*Problem description:* Search the entries for the word "Avenue". Copy every line that holds it.
____________________
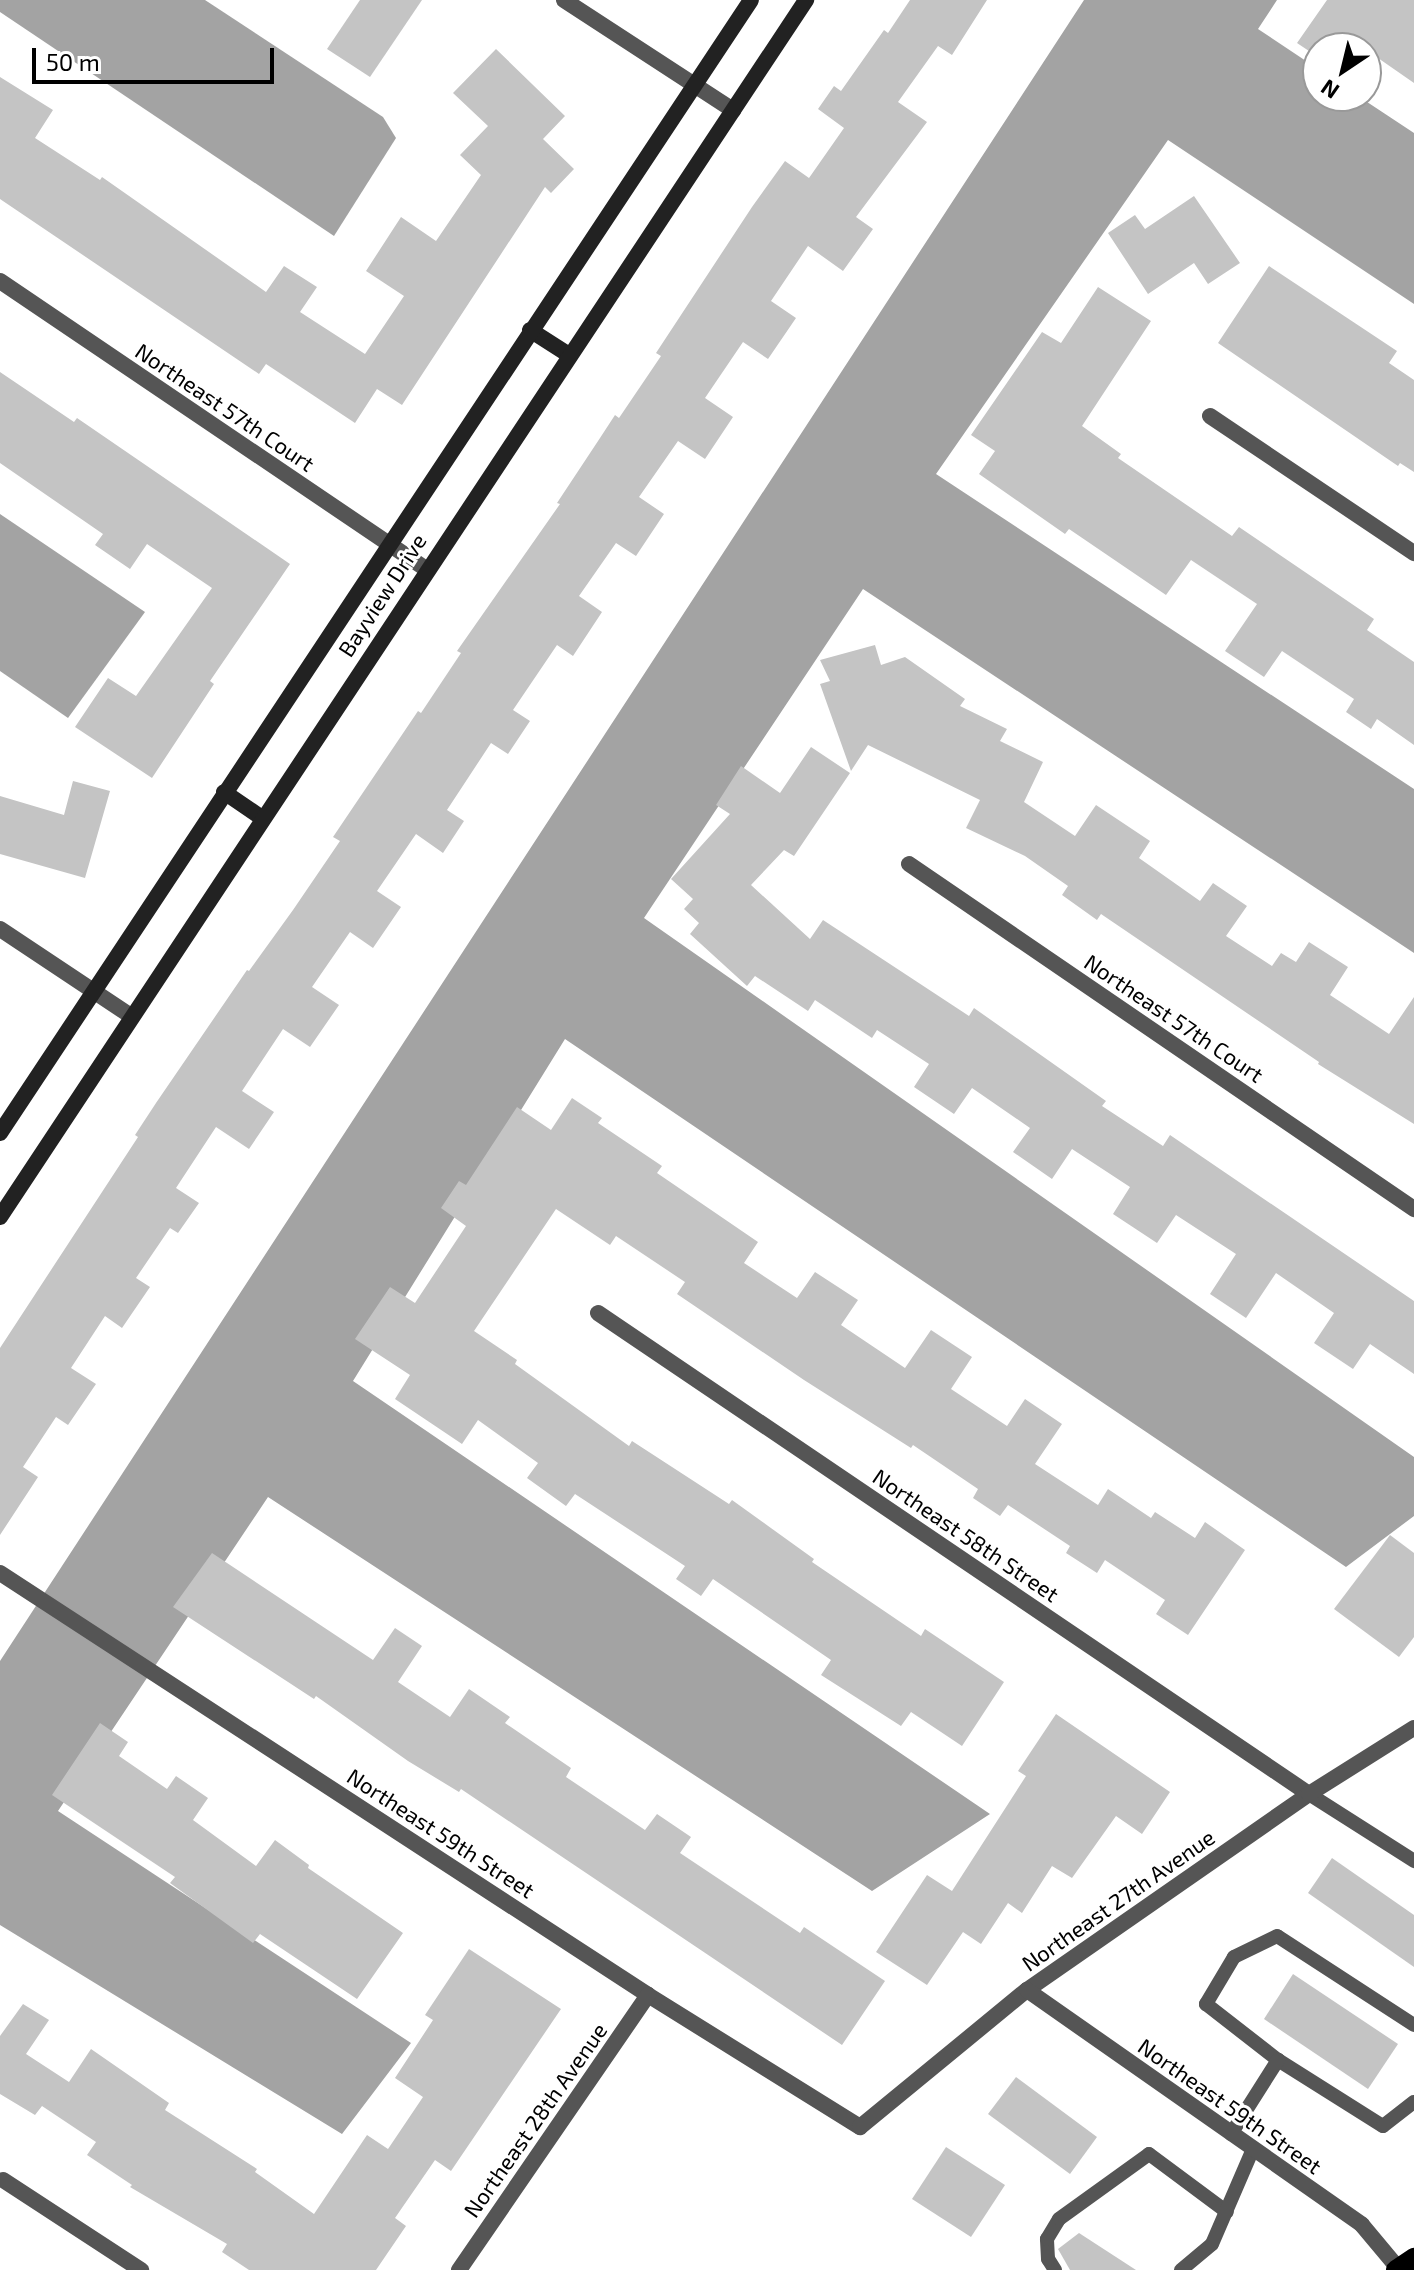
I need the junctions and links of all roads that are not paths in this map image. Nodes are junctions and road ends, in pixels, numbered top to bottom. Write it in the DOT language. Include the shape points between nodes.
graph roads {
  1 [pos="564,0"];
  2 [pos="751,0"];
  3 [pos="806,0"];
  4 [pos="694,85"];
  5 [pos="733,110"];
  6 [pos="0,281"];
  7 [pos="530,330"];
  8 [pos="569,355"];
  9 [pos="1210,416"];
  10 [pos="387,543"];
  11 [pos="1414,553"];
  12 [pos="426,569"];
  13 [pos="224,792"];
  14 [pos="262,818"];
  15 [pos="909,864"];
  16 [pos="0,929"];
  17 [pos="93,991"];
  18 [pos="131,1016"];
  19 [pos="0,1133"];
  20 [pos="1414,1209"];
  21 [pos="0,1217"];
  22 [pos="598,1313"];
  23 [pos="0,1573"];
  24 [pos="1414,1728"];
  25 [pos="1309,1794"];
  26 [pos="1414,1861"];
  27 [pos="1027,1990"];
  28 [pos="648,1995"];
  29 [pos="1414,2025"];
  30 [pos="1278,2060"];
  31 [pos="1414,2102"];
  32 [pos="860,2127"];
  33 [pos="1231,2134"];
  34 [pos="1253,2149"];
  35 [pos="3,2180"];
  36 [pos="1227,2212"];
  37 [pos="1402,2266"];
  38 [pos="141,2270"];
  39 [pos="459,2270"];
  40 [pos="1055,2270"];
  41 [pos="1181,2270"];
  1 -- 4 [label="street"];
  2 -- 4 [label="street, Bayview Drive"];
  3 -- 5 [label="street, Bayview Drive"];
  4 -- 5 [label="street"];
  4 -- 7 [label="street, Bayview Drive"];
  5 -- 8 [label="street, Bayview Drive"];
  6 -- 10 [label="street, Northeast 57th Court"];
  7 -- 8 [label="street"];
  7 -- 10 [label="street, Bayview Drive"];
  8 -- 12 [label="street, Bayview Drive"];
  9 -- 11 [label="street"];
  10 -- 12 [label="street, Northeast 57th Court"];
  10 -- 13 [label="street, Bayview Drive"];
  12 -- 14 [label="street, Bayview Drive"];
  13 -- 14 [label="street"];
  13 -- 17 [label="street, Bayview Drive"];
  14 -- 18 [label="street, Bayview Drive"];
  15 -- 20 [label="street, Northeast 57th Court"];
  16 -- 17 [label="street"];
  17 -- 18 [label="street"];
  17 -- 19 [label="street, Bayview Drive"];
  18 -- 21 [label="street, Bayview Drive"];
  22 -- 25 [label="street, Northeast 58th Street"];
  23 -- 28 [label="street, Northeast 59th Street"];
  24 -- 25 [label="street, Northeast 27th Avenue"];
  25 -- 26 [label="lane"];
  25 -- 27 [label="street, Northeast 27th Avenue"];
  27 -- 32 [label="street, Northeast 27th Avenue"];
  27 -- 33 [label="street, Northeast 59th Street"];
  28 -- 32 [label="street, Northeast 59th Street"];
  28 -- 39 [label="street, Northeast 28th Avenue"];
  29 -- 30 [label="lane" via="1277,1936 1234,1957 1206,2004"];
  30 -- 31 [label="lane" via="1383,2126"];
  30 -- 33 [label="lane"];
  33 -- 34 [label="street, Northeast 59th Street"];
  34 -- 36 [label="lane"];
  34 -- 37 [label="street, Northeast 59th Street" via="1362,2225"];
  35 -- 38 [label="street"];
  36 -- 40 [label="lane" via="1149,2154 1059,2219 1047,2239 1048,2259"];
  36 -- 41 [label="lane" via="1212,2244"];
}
____________________
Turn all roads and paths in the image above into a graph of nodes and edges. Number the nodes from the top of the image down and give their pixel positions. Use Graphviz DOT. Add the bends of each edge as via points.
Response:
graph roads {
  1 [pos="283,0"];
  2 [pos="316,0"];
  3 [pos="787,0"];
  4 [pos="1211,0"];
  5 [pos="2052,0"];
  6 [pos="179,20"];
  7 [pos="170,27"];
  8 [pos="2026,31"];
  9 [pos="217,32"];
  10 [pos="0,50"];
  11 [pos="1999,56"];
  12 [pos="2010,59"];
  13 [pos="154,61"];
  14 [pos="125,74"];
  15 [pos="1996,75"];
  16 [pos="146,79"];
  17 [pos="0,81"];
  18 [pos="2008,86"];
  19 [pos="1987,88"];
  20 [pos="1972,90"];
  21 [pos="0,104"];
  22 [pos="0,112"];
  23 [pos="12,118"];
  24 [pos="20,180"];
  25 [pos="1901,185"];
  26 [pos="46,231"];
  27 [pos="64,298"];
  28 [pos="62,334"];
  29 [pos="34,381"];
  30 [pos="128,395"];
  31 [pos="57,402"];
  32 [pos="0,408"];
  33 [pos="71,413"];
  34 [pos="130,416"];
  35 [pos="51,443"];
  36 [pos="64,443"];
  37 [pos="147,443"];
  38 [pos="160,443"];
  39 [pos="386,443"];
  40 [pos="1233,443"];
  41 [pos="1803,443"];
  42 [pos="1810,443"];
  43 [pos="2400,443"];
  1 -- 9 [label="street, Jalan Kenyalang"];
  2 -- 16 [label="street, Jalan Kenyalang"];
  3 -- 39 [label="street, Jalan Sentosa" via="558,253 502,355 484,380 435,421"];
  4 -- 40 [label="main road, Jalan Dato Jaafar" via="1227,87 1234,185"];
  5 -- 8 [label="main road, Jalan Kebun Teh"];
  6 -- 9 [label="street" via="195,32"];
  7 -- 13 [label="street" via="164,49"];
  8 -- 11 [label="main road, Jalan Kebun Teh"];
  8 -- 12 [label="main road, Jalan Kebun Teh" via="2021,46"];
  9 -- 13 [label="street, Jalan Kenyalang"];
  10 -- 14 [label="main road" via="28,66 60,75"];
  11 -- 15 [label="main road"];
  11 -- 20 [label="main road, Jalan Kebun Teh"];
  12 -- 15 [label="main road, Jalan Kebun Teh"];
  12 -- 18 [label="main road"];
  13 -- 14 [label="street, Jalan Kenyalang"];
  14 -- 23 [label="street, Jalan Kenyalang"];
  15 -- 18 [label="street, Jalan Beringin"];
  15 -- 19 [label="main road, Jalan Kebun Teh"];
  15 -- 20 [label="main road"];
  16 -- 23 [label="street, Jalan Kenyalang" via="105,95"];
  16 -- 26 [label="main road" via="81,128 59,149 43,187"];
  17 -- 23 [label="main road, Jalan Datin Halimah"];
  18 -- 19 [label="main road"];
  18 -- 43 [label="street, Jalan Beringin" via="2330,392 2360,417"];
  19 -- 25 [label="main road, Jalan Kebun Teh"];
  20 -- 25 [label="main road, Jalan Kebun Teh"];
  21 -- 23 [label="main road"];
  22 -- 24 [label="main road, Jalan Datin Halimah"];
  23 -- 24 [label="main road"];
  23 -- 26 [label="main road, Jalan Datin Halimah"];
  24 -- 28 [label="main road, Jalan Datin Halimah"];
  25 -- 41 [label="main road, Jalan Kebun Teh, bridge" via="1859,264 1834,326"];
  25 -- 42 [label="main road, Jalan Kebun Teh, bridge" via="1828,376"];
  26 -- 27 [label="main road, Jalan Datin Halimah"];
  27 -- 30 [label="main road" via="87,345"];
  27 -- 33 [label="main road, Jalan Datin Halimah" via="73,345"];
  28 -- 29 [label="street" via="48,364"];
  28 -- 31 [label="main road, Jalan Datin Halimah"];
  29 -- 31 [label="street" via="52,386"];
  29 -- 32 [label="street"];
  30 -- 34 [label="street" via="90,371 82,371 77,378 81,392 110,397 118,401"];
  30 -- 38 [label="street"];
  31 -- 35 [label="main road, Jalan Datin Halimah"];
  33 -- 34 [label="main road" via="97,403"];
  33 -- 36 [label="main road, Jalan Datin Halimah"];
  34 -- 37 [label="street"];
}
____________________
*Solution to this problem:*
  24 -- 25 [label="street, Northeast 27th Avenue"];
  25 -- 27 [label="street, Northeast 27th Avenue"];
  27 -- 32 [label="street, Northeast 27th Avenue"];
  28 -- 39 [label="street, Northeast 28th Avenue"];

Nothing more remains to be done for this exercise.